Within a few pages, Rashad is in Jerry’s Corner Mart, taking time selecting chips (aka crisps) to buy before he heads off to a Friday night party. He’s glad to be out of school, and out of military uniform, since Fridays include ROTC drill (Reserve Officer Training Corps), and he has to wear full kit all day. He loathes the Corps – he joined only to satisfy his ex-soldier, ex-cop father, who sees the army as the way forward for a young black American male. A woman is also scanning Jerry’s shelves – until she stumbles and trips over Rashad, just behind her. He offers his help. After shouts and accusations – and no time for answers – the cop on duty in the store, watching out for shoplifters, grabs Rashad, slams him down outside on the sidewalk, cuffs and beats him, ‘a fist in the kidney, a knee in the back’. Each blow is an earthquake to Rashad. All this is witnessed by Quinn, standing twenty feet away. To his horror, he realises he knows this cop – it’s Paul Galluzzo, older brother of his closest friend. Paul has been a trusted mentor to Quinn since the death of Quinn’s father, blown up by an IED in Afghanistan and now revered throughout the town.

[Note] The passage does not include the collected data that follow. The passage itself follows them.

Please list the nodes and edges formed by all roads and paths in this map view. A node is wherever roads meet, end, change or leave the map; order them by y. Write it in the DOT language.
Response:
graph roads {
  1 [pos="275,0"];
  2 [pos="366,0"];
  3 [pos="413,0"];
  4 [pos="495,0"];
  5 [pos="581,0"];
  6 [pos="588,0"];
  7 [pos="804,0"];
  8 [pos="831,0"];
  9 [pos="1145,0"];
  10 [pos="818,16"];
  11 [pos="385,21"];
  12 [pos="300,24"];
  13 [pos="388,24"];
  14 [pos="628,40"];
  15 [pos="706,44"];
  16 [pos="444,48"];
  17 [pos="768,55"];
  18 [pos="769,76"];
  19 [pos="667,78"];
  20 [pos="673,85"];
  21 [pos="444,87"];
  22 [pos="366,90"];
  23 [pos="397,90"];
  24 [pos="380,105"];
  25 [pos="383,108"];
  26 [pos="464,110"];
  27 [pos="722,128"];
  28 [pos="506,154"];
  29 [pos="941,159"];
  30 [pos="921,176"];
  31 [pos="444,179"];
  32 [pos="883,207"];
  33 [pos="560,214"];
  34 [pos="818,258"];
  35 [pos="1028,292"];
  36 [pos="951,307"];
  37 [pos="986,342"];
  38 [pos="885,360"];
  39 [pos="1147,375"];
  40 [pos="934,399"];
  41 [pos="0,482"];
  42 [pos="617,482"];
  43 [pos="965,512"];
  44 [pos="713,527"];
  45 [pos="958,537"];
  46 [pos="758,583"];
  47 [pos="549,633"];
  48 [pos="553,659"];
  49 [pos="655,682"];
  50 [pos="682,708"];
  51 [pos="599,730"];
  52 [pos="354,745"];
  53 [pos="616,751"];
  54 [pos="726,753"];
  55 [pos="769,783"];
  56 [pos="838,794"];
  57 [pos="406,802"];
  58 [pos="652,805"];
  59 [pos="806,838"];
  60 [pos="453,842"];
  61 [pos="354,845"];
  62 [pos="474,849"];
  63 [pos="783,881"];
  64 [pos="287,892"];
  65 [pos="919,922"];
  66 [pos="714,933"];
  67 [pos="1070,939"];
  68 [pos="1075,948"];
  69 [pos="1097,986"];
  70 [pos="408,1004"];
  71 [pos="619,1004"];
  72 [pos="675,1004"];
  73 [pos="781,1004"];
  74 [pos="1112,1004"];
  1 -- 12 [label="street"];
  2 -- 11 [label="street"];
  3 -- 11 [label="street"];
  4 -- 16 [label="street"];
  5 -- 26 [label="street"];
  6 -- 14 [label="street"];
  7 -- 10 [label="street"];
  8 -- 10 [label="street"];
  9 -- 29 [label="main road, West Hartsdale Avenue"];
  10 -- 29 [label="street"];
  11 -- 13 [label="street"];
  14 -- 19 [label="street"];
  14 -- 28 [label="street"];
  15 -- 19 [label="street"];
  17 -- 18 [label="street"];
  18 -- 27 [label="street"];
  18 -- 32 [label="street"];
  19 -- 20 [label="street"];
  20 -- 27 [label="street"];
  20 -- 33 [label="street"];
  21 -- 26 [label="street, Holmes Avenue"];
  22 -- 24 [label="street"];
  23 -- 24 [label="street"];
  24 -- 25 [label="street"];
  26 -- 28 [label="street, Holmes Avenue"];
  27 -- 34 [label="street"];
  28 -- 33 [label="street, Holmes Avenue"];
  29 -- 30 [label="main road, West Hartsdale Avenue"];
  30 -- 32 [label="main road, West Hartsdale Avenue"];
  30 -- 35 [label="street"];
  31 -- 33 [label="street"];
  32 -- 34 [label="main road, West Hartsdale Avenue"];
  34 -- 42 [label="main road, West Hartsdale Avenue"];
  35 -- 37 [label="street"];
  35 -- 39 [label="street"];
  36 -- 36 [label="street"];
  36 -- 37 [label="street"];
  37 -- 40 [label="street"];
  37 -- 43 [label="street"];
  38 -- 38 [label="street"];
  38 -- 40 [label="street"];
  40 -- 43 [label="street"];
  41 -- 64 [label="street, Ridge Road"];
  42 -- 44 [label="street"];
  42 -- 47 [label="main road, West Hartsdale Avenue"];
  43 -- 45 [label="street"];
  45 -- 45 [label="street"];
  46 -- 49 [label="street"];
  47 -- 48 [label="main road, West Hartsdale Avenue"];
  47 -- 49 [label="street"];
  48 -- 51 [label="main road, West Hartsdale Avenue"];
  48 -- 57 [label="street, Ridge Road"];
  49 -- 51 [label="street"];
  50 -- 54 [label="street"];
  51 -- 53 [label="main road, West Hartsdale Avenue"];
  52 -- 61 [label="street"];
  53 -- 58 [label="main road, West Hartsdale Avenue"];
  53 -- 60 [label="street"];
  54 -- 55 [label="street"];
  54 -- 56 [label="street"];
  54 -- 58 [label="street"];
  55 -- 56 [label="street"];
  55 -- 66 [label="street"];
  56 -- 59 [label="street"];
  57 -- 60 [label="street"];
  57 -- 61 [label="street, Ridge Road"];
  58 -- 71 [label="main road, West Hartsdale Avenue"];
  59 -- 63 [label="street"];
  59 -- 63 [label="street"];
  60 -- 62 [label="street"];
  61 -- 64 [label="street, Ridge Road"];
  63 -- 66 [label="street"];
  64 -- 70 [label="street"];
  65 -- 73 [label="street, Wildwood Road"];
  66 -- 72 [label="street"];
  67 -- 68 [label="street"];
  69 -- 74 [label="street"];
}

That’s how it all kicks off. Rashad’s hospitalised, with a broken nose and fractured ribs, facing police charges; and also facing his father, who assumes his son’s guilt, while Rashad’s activist older brother Spoony never doubts his innocence. Quinn keeps his head down. He’s made it onto the school basketball team, tipped for State honours; soon there will be visits from scouts from universities with lucrative sports scholarships to be won.

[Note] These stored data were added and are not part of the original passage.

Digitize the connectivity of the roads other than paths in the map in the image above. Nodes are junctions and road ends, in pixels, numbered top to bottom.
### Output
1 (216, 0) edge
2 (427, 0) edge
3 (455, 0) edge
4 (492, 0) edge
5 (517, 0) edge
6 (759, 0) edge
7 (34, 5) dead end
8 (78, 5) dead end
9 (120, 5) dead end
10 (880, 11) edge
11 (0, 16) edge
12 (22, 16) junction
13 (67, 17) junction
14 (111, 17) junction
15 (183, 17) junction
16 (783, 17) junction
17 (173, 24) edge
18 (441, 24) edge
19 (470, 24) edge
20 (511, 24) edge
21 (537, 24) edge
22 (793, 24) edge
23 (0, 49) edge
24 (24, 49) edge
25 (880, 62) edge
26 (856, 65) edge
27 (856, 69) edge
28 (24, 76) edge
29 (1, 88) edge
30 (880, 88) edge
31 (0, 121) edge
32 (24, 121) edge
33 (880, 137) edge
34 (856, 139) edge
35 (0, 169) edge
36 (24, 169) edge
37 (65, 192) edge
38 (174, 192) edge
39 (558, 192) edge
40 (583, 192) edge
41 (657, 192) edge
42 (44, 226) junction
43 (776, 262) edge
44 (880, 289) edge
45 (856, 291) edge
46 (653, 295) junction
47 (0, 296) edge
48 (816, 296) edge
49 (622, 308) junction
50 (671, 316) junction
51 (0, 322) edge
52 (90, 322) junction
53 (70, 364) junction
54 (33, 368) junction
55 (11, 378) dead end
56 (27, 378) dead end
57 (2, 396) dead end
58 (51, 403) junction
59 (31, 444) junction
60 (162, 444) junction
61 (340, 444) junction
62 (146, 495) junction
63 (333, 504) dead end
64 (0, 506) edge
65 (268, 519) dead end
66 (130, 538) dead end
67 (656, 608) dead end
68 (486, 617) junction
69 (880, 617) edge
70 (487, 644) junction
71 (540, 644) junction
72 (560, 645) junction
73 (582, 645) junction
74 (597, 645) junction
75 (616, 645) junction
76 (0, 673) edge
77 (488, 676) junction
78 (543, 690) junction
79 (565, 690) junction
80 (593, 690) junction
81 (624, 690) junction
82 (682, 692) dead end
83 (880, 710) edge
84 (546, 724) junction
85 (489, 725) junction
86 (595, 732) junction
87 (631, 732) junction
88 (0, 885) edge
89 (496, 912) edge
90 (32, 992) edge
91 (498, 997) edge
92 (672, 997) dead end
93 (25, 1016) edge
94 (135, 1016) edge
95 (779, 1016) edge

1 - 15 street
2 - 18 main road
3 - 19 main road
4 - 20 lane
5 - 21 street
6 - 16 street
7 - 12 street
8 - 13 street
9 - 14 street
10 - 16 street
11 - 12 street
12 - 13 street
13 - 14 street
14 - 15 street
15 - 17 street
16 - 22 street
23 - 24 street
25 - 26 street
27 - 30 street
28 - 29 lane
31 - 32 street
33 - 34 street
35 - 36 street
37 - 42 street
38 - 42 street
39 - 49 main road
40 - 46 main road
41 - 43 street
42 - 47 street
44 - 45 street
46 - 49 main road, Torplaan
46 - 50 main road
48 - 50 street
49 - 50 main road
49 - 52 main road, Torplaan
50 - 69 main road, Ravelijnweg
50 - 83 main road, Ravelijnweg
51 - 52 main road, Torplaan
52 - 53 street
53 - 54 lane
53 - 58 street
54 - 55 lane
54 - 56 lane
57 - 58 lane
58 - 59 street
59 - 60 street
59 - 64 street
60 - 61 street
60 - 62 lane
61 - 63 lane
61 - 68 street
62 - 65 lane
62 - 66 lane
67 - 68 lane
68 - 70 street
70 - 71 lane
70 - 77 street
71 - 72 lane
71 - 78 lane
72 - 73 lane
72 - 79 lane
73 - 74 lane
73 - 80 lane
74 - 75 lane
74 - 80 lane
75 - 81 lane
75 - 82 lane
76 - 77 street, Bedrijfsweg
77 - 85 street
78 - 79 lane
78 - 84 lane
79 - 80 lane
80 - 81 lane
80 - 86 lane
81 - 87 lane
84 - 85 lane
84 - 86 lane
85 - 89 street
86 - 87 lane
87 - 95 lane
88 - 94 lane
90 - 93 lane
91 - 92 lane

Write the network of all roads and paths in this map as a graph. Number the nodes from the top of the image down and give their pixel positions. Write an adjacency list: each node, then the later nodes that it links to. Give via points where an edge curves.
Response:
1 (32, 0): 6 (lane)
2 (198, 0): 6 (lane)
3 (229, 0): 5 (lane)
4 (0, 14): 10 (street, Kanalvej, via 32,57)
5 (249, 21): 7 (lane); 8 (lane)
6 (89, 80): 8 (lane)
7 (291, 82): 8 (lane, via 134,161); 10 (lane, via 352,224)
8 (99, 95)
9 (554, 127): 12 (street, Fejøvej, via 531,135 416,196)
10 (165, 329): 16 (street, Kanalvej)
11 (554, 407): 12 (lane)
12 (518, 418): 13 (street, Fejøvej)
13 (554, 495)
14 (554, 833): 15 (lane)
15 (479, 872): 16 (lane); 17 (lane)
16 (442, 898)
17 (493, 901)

The two plots, driven by the incident, follow separate paths through Rashad’s recovery in hospital with numerous visitors and Quinn’s life at home, in basketball training, in lunchtime cafeteria arguments, dialogues in and out of lessons and at parties and barbeques. Video evidence of the arrest explodes onto social media, attracting national news channels. The whole town takes sides. Everything culminates in a mass demo organised by the students. All those conversations lay things out for Quinn – and readers – to consider. This is not a simplistic anti police story, but it is anti police brutality and racism. Quinn sees that he cannot hide for ever – he has to work out where he stands.
There may be some blind spots for UK readers. The values, language and dynamics of the basketball squad and their dictatorial coach – and those of the ROTC – may well seem alien. Likewise the bad-ass banter of the overwhelmingly male cast, in contrast to the occasional voices of reasoned protest of just two significant young women. Readers might not recognise the names and stories of real world victims of police shootings such as Michael Brown and Freddie Gray, which are read out at that final demo; but the web offers instant information. However, they will surely realise the book was written before the restraint and death of George Floyd and the subsequent impact through Black Lives Matter. They might also think Rashad’s experience was not so different from the frequently reported instances of Stop & Search on the streets of South London and elsewhere.